Chick-fil-A is more than just the fast-food chicken restaurant some on the left love to hate. It’s more than just the target of misguided and misinformed attacks from the San Antonio city council and other intolerant folks.
It’s also more than that restaurant with the drive-thru line that leaks out onto nearby streets, yet somehow magically moves briskly despite it being three car lines across and dozens deep and run by a bunch of kids. Chick-fil-A is a fast-food juggernaut and a corporation the genius of which should not be overlooked.
Currently, despite having far fewer stores than McDonald’s and KFC, Chick-fil-A is building a more loyal fan base and a much more positive reputation. That’s not just good PR, it’s earned. According to franchise expert John Hamburger — yes, that’s his actual name — Chick-fil-A is growing when many national franchise brands are in danger of dying off. The stores it does have are mega-successes and generate triple the revenue of KFC. In fact, Chick-fil-As earn more per store than McDonald’s, Starbucks and Subway — combined. Even though Chick-fil-A restaurants have one fewer day every week to sell chicken because they’re closed every Sunday.
It’s also a study in strong, innovative management and nearly any business can learn from Chick-fil-A’s success.
1. They’re fanatics — about service
Chick-fil-A is very selective with its franchisees. Only about 70 to 80 out of every 20,000 who apply for a Chick-fil-A franchise gets accepted by Chick-fil-A’s corporate office. Additionally, Chick-fil-A franchisees are prohibited from owning more than one Chick-fil-A, which is unusual in the franchise industry. Many McDonald’s owners own hundreds of stores. Once you pass muster, though, a Chick-fil-A franchise fee is an affordable $10,000. McDonald’s cost $45,000.
Why is Chick-fil-A so selective? They want be sure that their franchises all reflect the same quality and qualities nationwide. That means a commitment to great food and great service. Chick-fil-A staff are the most polite in the fast food world. If you’ve visited a Chick-fil-A anywhere, you know what that means. You hear staff say “please” and “thank you” because they are trained to be polite. The corporation insists on it. So no matter where you visit a Chick-fil-A, you can count on being treated well. No exceptions.
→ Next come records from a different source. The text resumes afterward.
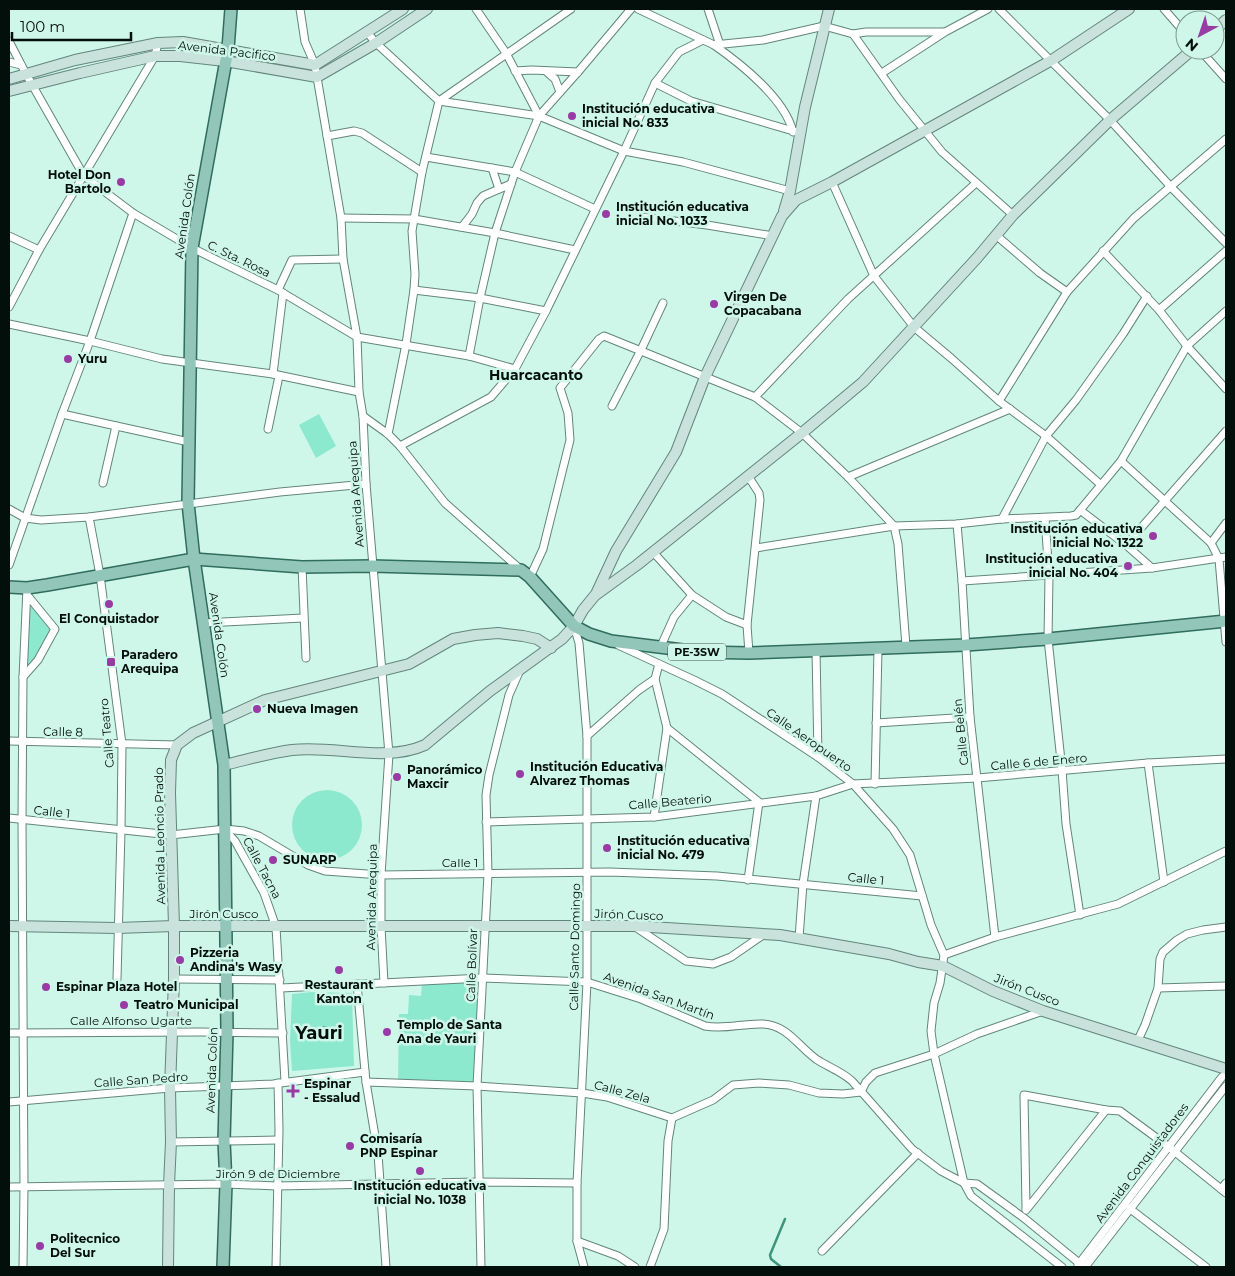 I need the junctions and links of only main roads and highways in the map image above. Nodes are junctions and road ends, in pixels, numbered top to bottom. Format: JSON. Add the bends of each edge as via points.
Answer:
{"nodes":[{"id":1,"x":231,"y":9,"type":"edge"},
{"id":2,"x":403,"y":9,"type":"edge"},
{"id":3,"x":427,"y":9,"type":"edge"},
{"id":4,"x":829,"y":9,"type":"edge"},
{"id":5,"x":1129,"y":9,"type":"edge"},
{"id":6,"x":227,"y":55,"type":"junction"},
{"id":7,"x":75,"y":60,"type":"junction"},
{"id":8,"x":1180,"y":60,"type":"edge"},
{"id":9,"x":80,"y":73,"type":"junction"},
{"id":10,"x":9,"y":79,"type":"edge"},
{"id":11,"x":9,"y":91,"type":"edge"},
{"id":12,"x":782,"y":216,"type":"junction"},
{"id":13,"x":194,"y":559,"type":"junction"},
{"id":14,"x":9,"y":587,"type":"edge"},
{"id":15,"x":596,"y":594,"type":"junction"},
{"id":16,"x":1225,"y":621,"type":"edge"},
{"id":17,"x":574,"y":626,"type":"junction"},
{"id":18,"x":551,"y":648,"type":"junction"},
{"id":19,"x":218,"y":722,"type":"junction"},
{"id":20,"x":224,"y":765,"type":"junction"},
{"id":21,"x":9,"y":926,"type":"edge"},
{"id":22,"x":174,"y":926,"type":"junction"},
{"id":23,"x":225,"y":927,"type":"junction"},
{"id":24,"x":1226,"y":1069,"type":"edge"},
{"id":25,"x":168,"y":1267,"type":"edge"},
{"id":26,"x":223,"y":1267,"type":"edge"}],
"edges":[{"from":1,"to":6,"type":"main road","name":"Avenida Colón"},
{"from":2,"to":6,"type":"main road","name":"Avenida Pacifico","via":[[314,65]]},
{"from":3,"to":6,"type":"main road","name":"Avenida Pacifico","via":[[316,77]]},
{"from":4,"to":12,"type":"main road","via":[[796,133],[790,191]]},
{"from":5,"to":12,"type":"main road","via":[[1052,60],[796,200]]},
{"from":6,"to":7,"type":"main road","name":"Avenida Pacifico","via":[[182,42],[158,43]]},
{"from":6,"to":9,"type":"main road","name":"Avenida Pacifico","via":[[155,56]]},
{"from":6,"to":13,"type":"main road","name":"Avenida Colón","via":[[192,248],[188,503]]},
{"from":7,"to":9,"type":"main road"},
{"from":7,"to":10,"type":"main road","name":"Avenida Pacifico","via":[[23,70]]},
{"from":8,"to":15,"type":"main road","via":[[1110,120],[1013,215],[863,382],[653,552]]},
{"from":9,"to":11,"type":"main road","name":"Avenida Pacifico"},
{"from":12,"to":15,"type":"main road","via":[[706,376],[676,452],[616,552]]},
{"from":13,"to":14,"type":"main road","via":[[100,575],[28,592]]},
{"from":13,"to":17,"type":"main road","number":"PE-3SW","via":[[302,567],[372,566],[526,574]]},
{"from":13,"to":19,"type":"main road","name":"Avenida Colón"},
{"from":15,"to":17,"type":"main road"},
{"from":16,"to":17,"type":"main road","number":"PE-3SW","via":[[966,645],[749,653],[699,652],[611,641]]},
{"from":17,"to":18,"type":"main road"},
{"from":18,"to":19,"type":"main road","via":[[523,636],[475,634],[453,639],[409,664],[283,694]]},
{"from":18,"to":20,"type":"main road","via":[[458,716],[425,745],[412,751],[389,754],[292,750]]},
{"from":19,"to":20,"type":"main road","name":"Avenida Colón"},
{"from":19,"to":22,"type":"main road","name":"Avenida Leoncio Prado","via":[[193,733],[177,745],[171,760]]},
{"from":20,"to":23,"type":"main road","name":"Avenida Colón"},
{"from":21,"to":22,"type":"main road","name":"Jirón Cusco"},
{"from":22,"to":23,"type":"main road","name":"Jirón Cusco"},
{"from":22,"to":25,"type":"main road","name":"Avenida Leoncio Prado"},
{"from":23,"to":24,"type":"main road","name":"Jirón Cusco","via":[[634,926],[799,938],[943,966],[1043,1011]]},
{"from":23,"to":26,"type":"main road","name":"Avenida Colón","via":[[228,1032]]}]}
The other thing such a selective approach to franchisees achieves is it keeps franchises close to their communities and hometown values. The franchise owners tend to live close to their stores. They employ local kids. They don’t make those kids work on Sundays. Keeping owners close to communities, Chick-fil-A believes, will keep the service quality high. And so far, their instincts are proving right.
I spotted this on LinkedIn a few weeks ago. It’s a prime example of the service culture that permeates Chick-fil-A.
2. They continuously improve based on what they see and hear
A few years back, they tore down one of the Chick-fil-A restaurants near me. My family and I were distraught. This was our favorite Chick-fil-A. And the destruction made no sense. That restaurant was on a high-profile and high-traffic corner. It was always packed. Surely it was making more than enough money to survive.
It turned out they tore one Chick-fil-A down to re-imagine the whole idea of the drive-thru and rebuild. They tore down a one-lane, inefficient restaurant that tended to block traffic and replaced it with the three-lane, bridged structures that are becoming typical of Chick-fil-A’s drive-thrus. Rather than sticking to a model that was safe but slow, they invented a whole new way to do drive-thru — and increased sales exponentially while dramatically improving the customer experience.
3. They see the future and stay grounded in the present
A few years back, Chick-fil-A recognized millennials were starting to have kids. With a new generation of parents came new expectations for fast dining. Chick-fil-As not only introduced more healthy options, while keeping their core product lines going strong. They also introduced the fast-food valet. Yes, this is a real thing and it speaks to Chick-fil-A’s vision.
Now, parents can pull into the drive-thru to order their meal, then come inside to their prepared table. With their order already in, service is a snap, and kids spend less time in the restaurant — meaning parents can spend less time wrangling their impatient kids inside the restaurant.
It’s the first time a major restaurant brand has offered a service like this.
In a story published on the Chick-fil-A website, one North Carolina mom wrote, “Our local Chick-fil-A does Mom’s Valet and they know us by name now!”
Chick-fil-A has always been innovative. They practically invented the chicken sandwich from spare parts. They all but invented the modern food court by building some of the first fast-food joints inside existing shopping malls. But the Mom’s Valet is next-level fast-food innovation and service. Chick-fil-A is probably the only fast food chain that can make any customer feel like they’re respected, wanted and even special. As the world gets less personal, Chick-fil-A cuts against the grain — and wins.
Add to that, Chick-fil-A’s crazy efficient drive-thru traffic handling, their great corporate citizenship in crises, their happy army of connected order clerks — and the genius of its delicious chicken recipes and sauce — and it’s clear Chick-fil-A is a restaurant you’ll never find in a creative rut. You will find them on the busiest corner in town, full of happy people who’ve made cows happy by eating more chicken.